The answer must be every line from the listing that holds the string "North".
--- Material for this exercise ---
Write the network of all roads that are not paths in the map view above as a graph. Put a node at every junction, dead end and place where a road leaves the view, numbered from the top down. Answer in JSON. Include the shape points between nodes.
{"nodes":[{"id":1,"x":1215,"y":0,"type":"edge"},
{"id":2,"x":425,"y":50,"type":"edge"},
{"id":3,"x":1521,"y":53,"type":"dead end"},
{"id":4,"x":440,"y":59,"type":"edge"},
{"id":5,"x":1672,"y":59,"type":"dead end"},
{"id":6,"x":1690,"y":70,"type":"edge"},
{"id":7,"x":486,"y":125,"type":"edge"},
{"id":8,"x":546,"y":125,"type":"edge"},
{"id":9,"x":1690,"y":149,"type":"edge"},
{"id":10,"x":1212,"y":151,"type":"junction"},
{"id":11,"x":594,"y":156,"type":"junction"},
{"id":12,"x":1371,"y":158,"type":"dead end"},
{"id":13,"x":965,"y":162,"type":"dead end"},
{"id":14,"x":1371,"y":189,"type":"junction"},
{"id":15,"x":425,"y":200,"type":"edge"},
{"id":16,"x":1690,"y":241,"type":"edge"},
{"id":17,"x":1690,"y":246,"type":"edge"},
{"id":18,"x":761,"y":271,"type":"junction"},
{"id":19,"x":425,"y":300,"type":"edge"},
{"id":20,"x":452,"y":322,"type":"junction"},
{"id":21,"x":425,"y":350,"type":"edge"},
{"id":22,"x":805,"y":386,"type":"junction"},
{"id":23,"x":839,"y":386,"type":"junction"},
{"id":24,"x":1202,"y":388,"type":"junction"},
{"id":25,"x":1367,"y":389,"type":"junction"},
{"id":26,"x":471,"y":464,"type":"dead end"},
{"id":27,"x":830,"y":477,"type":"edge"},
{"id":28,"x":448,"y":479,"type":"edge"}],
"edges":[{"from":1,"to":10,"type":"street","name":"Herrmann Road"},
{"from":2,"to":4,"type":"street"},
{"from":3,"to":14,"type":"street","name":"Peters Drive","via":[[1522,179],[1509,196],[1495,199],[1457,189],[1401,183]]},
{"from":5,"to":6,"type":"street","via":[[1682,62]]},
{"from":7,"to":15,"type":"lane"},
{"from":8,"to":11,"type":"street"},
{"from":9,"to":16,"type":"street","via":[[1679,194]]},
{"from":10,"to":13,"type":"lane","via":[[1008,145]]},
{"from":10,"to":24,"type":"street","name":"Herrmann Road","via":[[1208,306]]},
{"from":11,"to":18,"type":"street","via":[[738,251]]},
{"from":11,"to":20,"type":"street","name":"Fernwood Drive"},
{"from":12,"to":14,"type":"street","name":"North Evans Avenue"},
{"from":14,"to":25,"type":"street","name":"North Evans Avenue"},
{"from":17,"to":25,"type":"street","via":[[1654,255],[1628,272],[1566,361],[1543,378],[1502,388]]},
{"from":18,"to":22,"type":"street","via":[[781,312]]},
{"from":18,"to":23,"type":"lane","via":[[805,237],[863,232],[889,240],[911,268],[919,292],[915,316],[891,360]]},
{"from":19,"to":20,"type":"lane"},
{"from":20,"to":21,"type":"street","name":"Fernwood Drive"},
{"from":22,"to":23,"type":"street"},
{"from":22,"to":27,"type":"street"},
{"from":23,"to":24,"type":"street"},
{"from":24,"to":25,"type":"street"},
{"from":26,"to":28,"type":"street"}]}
---
* [Finished exercise]
{"from":12,"to":14,"type":"street","name":"North Evans Avenue"},
{"from":14,"to":25,"type":"street","name":"North Evans Avenue"},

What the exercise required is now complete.